La struttura di una storia, il passo e la voce con cui la racconti, fanno un tutt’uno, è bellissimo quando ti riesce.  Ho utilizzato un espediente narrativo canonico (in una notte buia e tempestosa, un personaggio bussa alla porta di un altro. Cosa vorrà?) – e su questa visita inattesa, in una stanza sobria, con due sedie e una bottiglia, ho costruito il duello, sicché a quel punto la storia viaggiava su due binari: quello delle cose raccontate, fra reticenze, mezze verità e nascondimenti, e quello della notte a questo tavolo, con i movimenti di ripulsa e di avvicinamento, di odio e di affetto che come un elastico si tirano e si allentano fra Davide e Giampiero. 

Ne I passi nel bosco hai costruito invece un racconto più corale e posto al centro un personaggio “imprendibile”: Luchino.
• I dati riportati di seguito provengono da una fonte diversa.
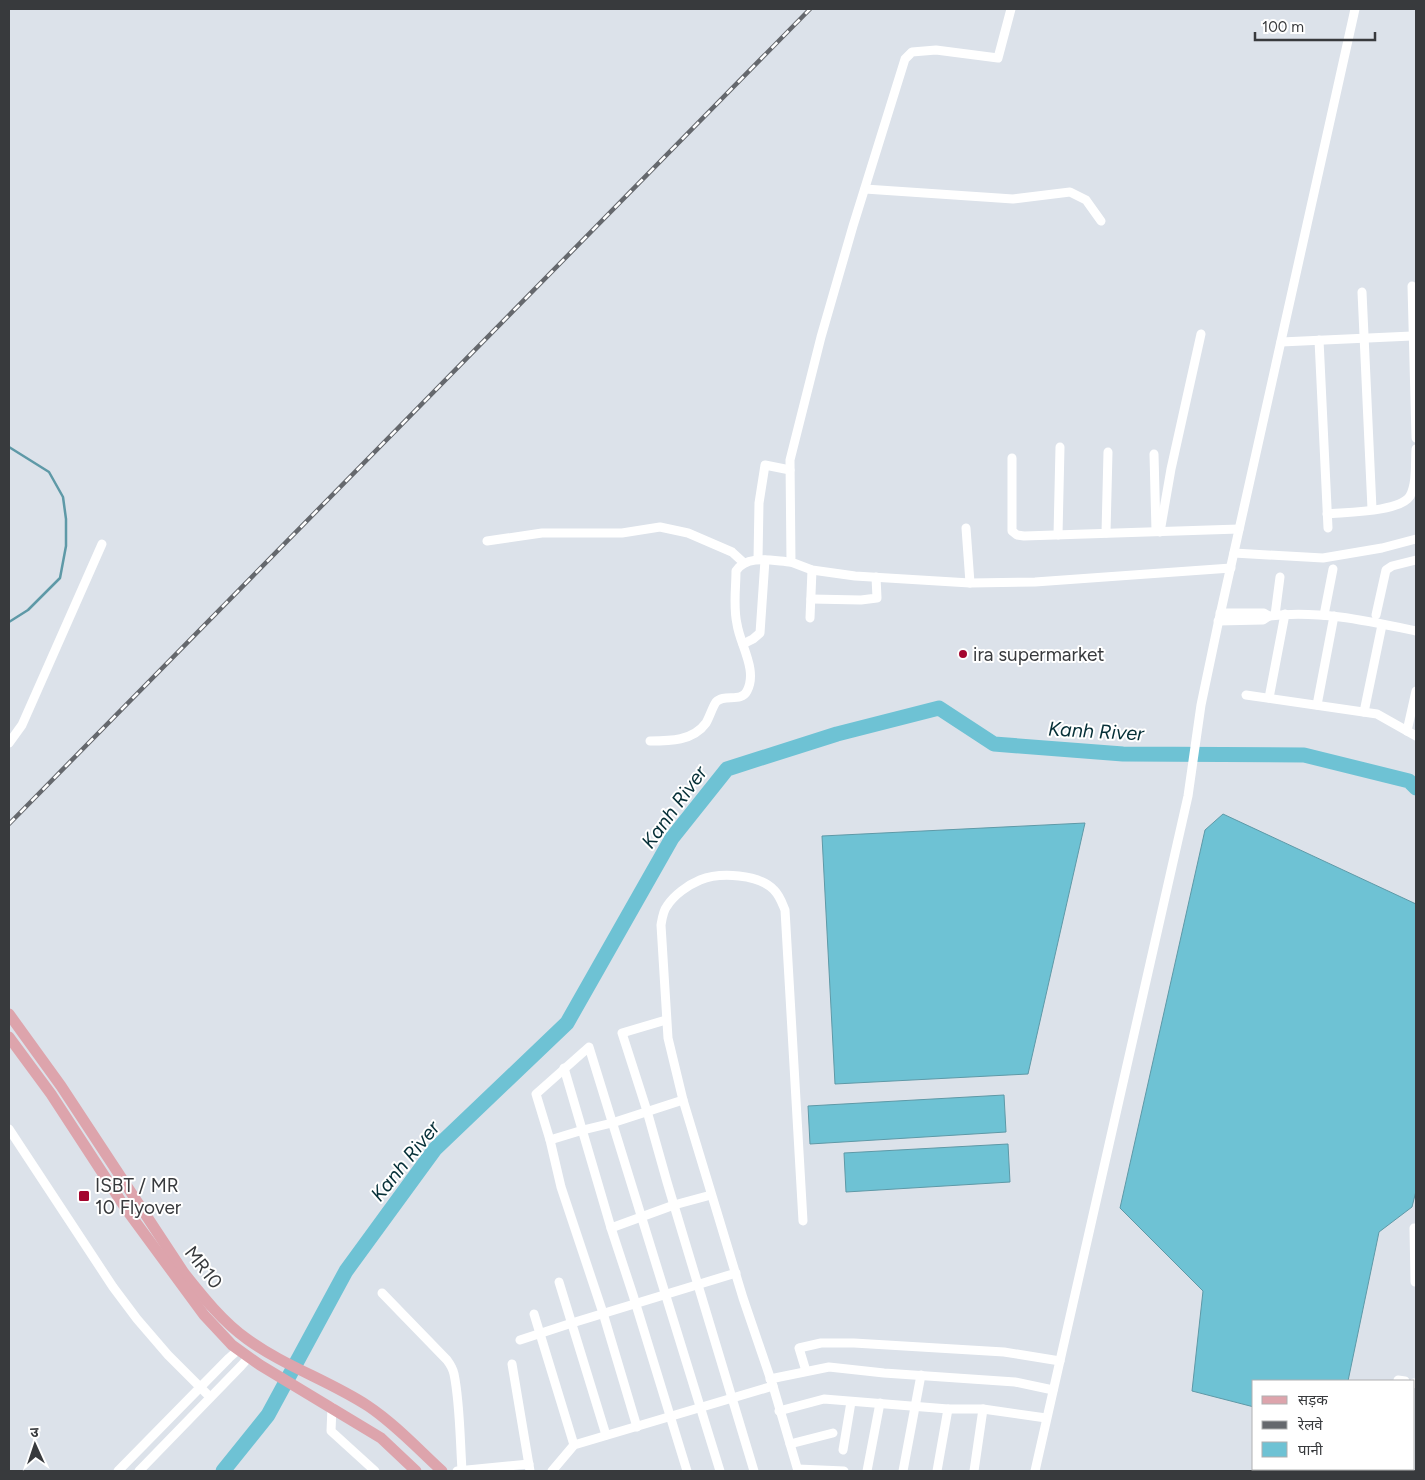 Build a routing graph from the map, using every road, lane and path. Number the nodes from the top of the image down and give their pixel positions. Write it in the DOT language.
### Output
graph roads {
  1 [pos="1011,9"];
  2 [pos="1355,9"];
  3 [pos="865,189"];
  4 [pos="1101,220"];
  5 [pos="1412,286"];
  6 [pos="1362,292"];
  7 [pos="1201,334"];
  8 [pos="1412,336"];
  9 [pos="1364,338"];
  10 [pos="1319,340"];
  11 [pos="1281,342"];
  12 [pos="1416,438"];
  13 [pos="1060,447"];
  14 [pos="1416,449"];
  15 [pos="1108,452"];
  16 [pos="1154,454"];
  17 [pos="1012,458"];
  18 [pos="790,470"];
  19 [pos="1372,509"];
  20 [pos="1327,514"];
  21 [pos="966,528"];
  22 [pos="1328,528"];
  23 [pos="1239,529"];
  24 [pos="1158,532"];
  25 [pos="1106,534"];
  26 [pos="1058,535"];
  27 [pos="1416,539"];
  28 [pos="486,541"];
  29 [pos="102,544"];
  30 [pos="1234,553"];
  31 [pos="761,560"];
  32 [pos="1416,560"];
  33 [pos="791,562"];
  34 [pos="744,563"];
  35 [pos="1231,568"];
  36 [pos="812,570"];
  37 [pos="1333,570"];
  38 [pos="876,577"];
  39 [pos="1280,577"];
  40 [pos="970,583"];
  41 [pos="811,599"];
  42 [pos="1285,614"];
  43 [pos="1376,615"];
  44 [pos="1272,616"];
  45 [pos="1329,616"];
  46 [pos="1219,617"];
  47 [pos="810,618"];
  48 [pos="1382,625"];
  49 [pos="1416,632"];
  50 [pos="743,644"];
  51 [pos="1416,691"];
  52 [pos="1246,695"];
  53 [pos="1269,698"];
  54 [pos="1317,705"];
  55 [pos="1364,712"];
  56 [pos="1407,731"];
  57 [pos="1416,736"];
  58 [pos="650,740"];
  59 [pos="9,742"];
  60 [pos="9,1014"];
  61 [pos="666,1020"];
  62 [pos="9,1037"];
  63 [pos="564,1068"];
  64 [pos="683,1100"];
  65 [pos="647,1111"];
  66 [pos="612,1123"];
  67 [pos="9,1130"];
  68 [pos="583,1130"];
  69 [pos="550,1140"];
  70 [pos="711,1195"];
  71 [pos="674,1204"];
  72 [pos="641,1216"];
  73 [pos="802,1221"];
  74 [pos="611,1228"];
  75 [pos="1414,1228"];
  76 [pos="1415,1269"];
  77 [pos="736,1273"];
  78 [pos="559,1282"];
  79 [pos="1415,1282"];
  80 [pos="698,1284"];
  81 [pos="382,1293"];
  82 [pos="666,1294"];
  83 [pos="636,1304"];
  84 [pos="603,1313"];
  85 [pos="534,1314"];
  86 [pos="572,1322"];
  87 [pos="540,1333"];
  88 [pos="520,1340"];
  89 [pos="238,1350"];
  90 [pos="249,1357"];
  91 [pos="1060,1361"];
  92 [pos="512,1364"];
  93 [pos="806,1371"];
  94 [pos="921,1375"];
  95 [pos="771,1383"];
  96 [pos="200,1387"];
  97 [pos="1053,1390"];
  98 [pos="210,1398"];
  99 [pos="733,1398"];
  100 [pos="851,1402"];
  101 [pos="880,1403"];
  102 [pos="915,1406"];
  103 [pos="332,1407"];
  104 [pos="700,1409"];
  105 [pos="948,1409"];
  106 [pos="982,1409"];
  107 [pos="779,1411"];
  108 [pos="671,1416"];
  109 [pos="1046,1418"];
  110 [pos="637,1427"];
  111 [pos="833,1433"];
  112 [pos="606,1435"];
  113 [pos="790,1444"];
  114 [pos="574,1445"];
  115 [pos="843,1450"];
  116 [pos="530,1468"];
  117 [pos="460,1470"];
  118 [pos="798,1470"];
  119 [pos="118,1471"];
  120 [pos="139,1471"];
  121 [pos="375,1471"];
  122 [pos="416,1471"];
  123 [pos="442,1471"];
  124 [pos="552,1471"];
  125 [pos="687,1471"];
  126 [pos="720,1471"];
  127 [pos="754,1471"];
  128 [pos="844,1471"];
  129 [pos="867,1471"];
  130 [pos="903,1471"];
  131 [pos="937,1471"];
  132 [pos="974,1471"];
  133 [pos="1035,1471"];
  1 -- 3 [label="street"];
  2 -- 11 [label="street"];
  3 -- 4 [label="street"];
  3 -- 18 [label="street"];
  5 -- 8 [label="street"];
  6 -- 9 [label="street"];
  7 -- 24 [label="street"];
  8 -- 9 [label="street"];
  8 -- 12 [label="street"];
  9 -- 10 [label="street"];
  9 -- 19 [label="street"];
  10 -- 11 [label="street"];
  10 -- 20 [label="street"];
  11 -- 23 [label="street"];
  13 -- 26 [label="street"];
  14 -- 19 [label="street"];
  15 -- 25 [label="street"];
  16 -- 24 [label="street"];
  17 -- 26 [label="street"];
  18 -- 31 [label="street"];
  18 -- 33 [label="street"];
  19 -- 20 [label="street"];
  20 -- 22 [label="street"];
  21 -- 40 [label="street"];
  23 -- 24 [label="street"];
  23 -- 30 [label="street"];
  24 -- 25 [label="street"];
  25 -- 26 [label="street"];
  27 -- 30 [label="street"];
  28 -- 34 [label="street"];
  29 -- 59 [label="street"];
  30 -- 35 [label="street"];
  31 -- 33 [label="street"];
  31 -- 34 [label="street"];
  31 -- 50 [label="street"];
  32 -- 43 [label="street"];
  33 -- 36 [label="street"];
  34 -- 50 [label="street"];
  35 -- 40 [label="street"];
  35 -- 46 [label="street"];
  36 -- 38 [label="street"];
  36 -- 41 [label="street"];
  37 -- 45 [label="street"];
  38 -- 40 [label="street"];
  38 -- 41 [label="street"];
  39 -- 44 [label="street"];
  41 -- 47 [label="street"];
  42 -- 44 [label="street"];
  42 -- 45 [label="street"];
  42 -- 53 [label="street"];
  44 -- 46 [label="street"];
  45 -- 48 [label="street"];
  45 -- 54 [label="street"];
  46 -- 91 [label="street"];
  48 -- 49 [label="street"];
  48 -- 55 [label="street"];
  50 -- 58 [label="street"];
  51 -- 56 [label="street"];
  52 -- 53 [label="street"];
  53 -- 54 [label="street"];
  54 -- 55 [label="street"];
  55 -- 56 [label="street"];
  56 -- 57 [label="street"];
  60 -- 123 [label="main road, MR10"];
  61 -- 64 [label="street"];
  61 -- 65 [label="street"];
  61 -- 73 [label="street"];
  62 -- 89 [label="main road, MR10"];
  63 -- 66 [label="street"];
  63 -- 68 [label="street"];
  63 -- 69 [label="street"];
  64 -- 65 [label="street"];
  64 -- 70 [label="street"];
  65 -- 66 [label="street"];
  65 -- 71 [label="street"];
  66 -- 68 [label="street"];
  66 -- 72 [label="street"];
  67 -- 96 [label="street"];
  68 -- 69 [label="street"];
  68 -- 74 [label="street"];
  69 -- 84 [label="street"];
  70 -- 71 [label="street"];
  70 -- 77 [label="street"];
  71 -- 72 [label="street"];
  71 -- 80 [label="street"];
  72 -- 74 [label="street"];
  72 -- 82 [label="street"];
  74 -- 83 [label="street"];
  75 -- 76 [label="street"];
  76 -- 79 [label="street"];
  77 -- 80 [label="street"];
  77 -- 95 [label="street"];
  78 -- 86 [label="street"];
  80 -- 82 [label="street"];
  80 -- 99 [label="street"];
  81 -- 117 [label="street"];
  82 -- 83 [label="street"];
  82 -- 104 [label="street"];
  83 -- 84 [label="street"];
  83 -- 108 [label="street"];
  84 -- 86 [label="street"];
  84 -- 110 [label="street"];
  85 -- 87 [label="street"];
  86 -- 87 [label="street"];
  86 -- 112 [label="street"];
  87 -- 88 [label="street"];
  87 -- 114 [label="street"];
  89 -- 90 [label="main road, MR10"];
  89 -- 96 [label="street"];
  90 -- 98 [label="street"];
  90 -- 103 [label="main road, MR10"];
  91 -- 93 [label="street"];
  91 -- 97 [label="street"];
  92 -- 116 [label="street"];
  93 -- 94 [label="street"];
  93 -- 95 [label="street"];
  94 -- 97 [label="street"];
  94 -- 102 [label="street"];
  95 -- 99 [label="street"];
  95 -- 107 [label="street"];
  96 -- 98 [label="street"];
  96 -- 119 [label="street"];
  97 -- 109 [label="street"];
  98 -- 120 [label="street"];
  99 -- 104 [label="street"];
  99 -- 127 [label="street"];
  100 -- 101 [label="street"];
  100 -- 107 [label="street"];
  100 -- 115 [label="street"];
  101 -- 102 [label="street"];
  101 -- 129 [label="street"];
  102 -- 105 [label="street"];
  102 -- 130 [label="street"];
  103 -- 121 [label="street"];
  103 -- 122 [label="main road, MR10"];
  104 -- 108 [label="street"];
  104 -- 126 [label="street"];
  105 -- 106 [label="street"];
  105 -- 131 [label="street"];
  106 -- 109 [label="street"];
  106 -- 132 [label="street"];
  107 -- 113 [label="street"];
  108 -- 110 [label="street"];
  108 -- 125 [label="street"];
  109 -- 133 [label="street"];
  110 -- 112 [label="street"];
  111 -- 113 [label="street"];
  112 -- 114 [label="street"];
  113 -- 118 [label="street"];
  114 -- 124 [label="street"];
  116 -- 117 [label="street"];
  118 -- 128 [label="street"];
} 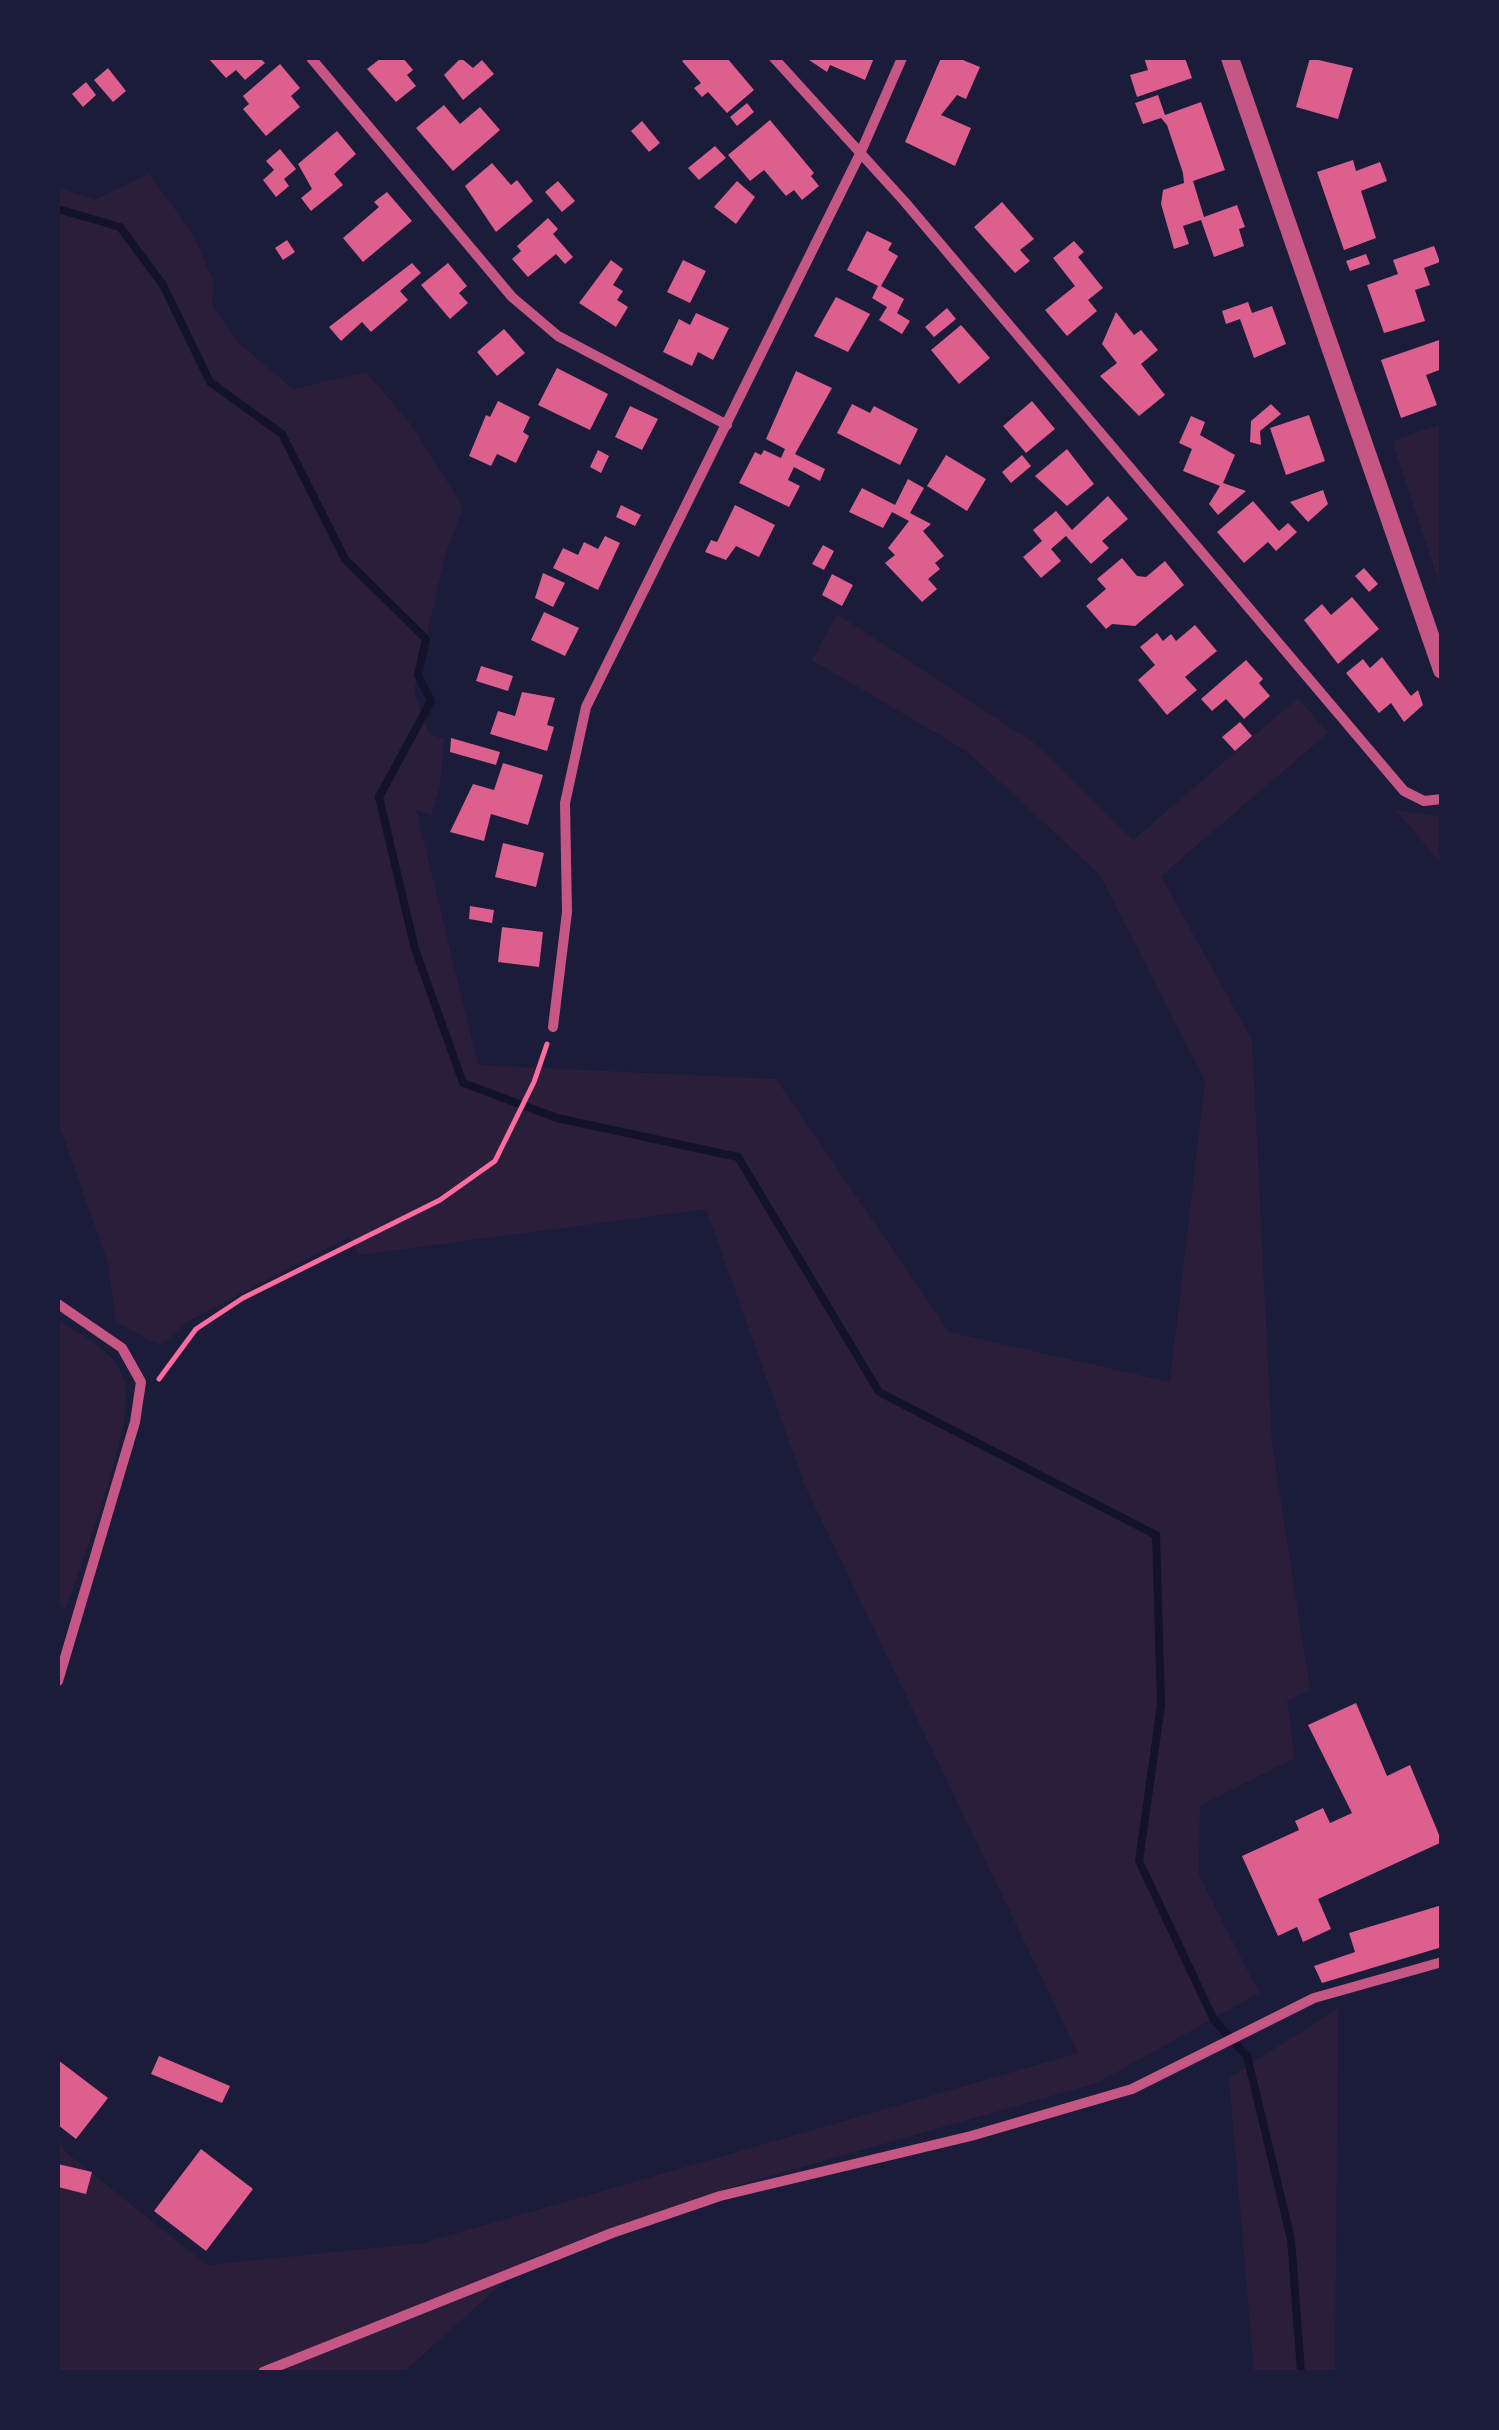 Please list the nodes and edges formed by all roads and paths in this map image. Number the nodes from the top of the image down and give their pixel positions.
1 (311, 58) edge
2 (774, 58) edge
3 (902, 58) edge
4 (1230, 58) edge
5 (859, 156) junction
6 (727, 425) junction
7 (1442, 670) edge
8 (1442, 798) edge
9 (553, 1026) joint
10 (58, 1304) edge
11 (137, 1409) junction
12 (58, 1681) edge
13 (1442, 1962) edge
14 (263, 2372) edge

1 - 6 street
2 - 5 street
3 - 5 street
4 - 7 street
5 - 6 street
5 - 8 street
6 - 9 street
9 - 11 path
10 - 11 street
11 - 12 street
13 - 14 street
Tra lui e gli altri, la voce del bosco, i suoi segreti, le sue storie. Leggendo si intuisce come il bosco sia a tutti gli effetti un personaggio, non un semplice sfondo. È da qui che parti per costruire le storie degli altri personaggi?

Scrivendo I passi nel bosco ho continuato a esplorare questo gioco delle voci: non sono più due che dialogano (con una terza evocata ma assente, quella di Silvia, che nel Giro del miele parlava, per così dire, attraverso Giampiero) ma sono cinque voci ampie più una sesta breve, quella di Beniamino (il bimbo a cui è assegnato l’epilogo). È diverso però il posizionamento nello spazio della scena che queste voci hanno: dialogano tra di loro solo per contrasto, per giustapposizione; siamo noi che leggiamo a metterle in relazione, perché in realtà sono sei monologhi. Monologhi che hanno come centro un personaggio assente dalla scena, imprendibile come dici tu: Luchino.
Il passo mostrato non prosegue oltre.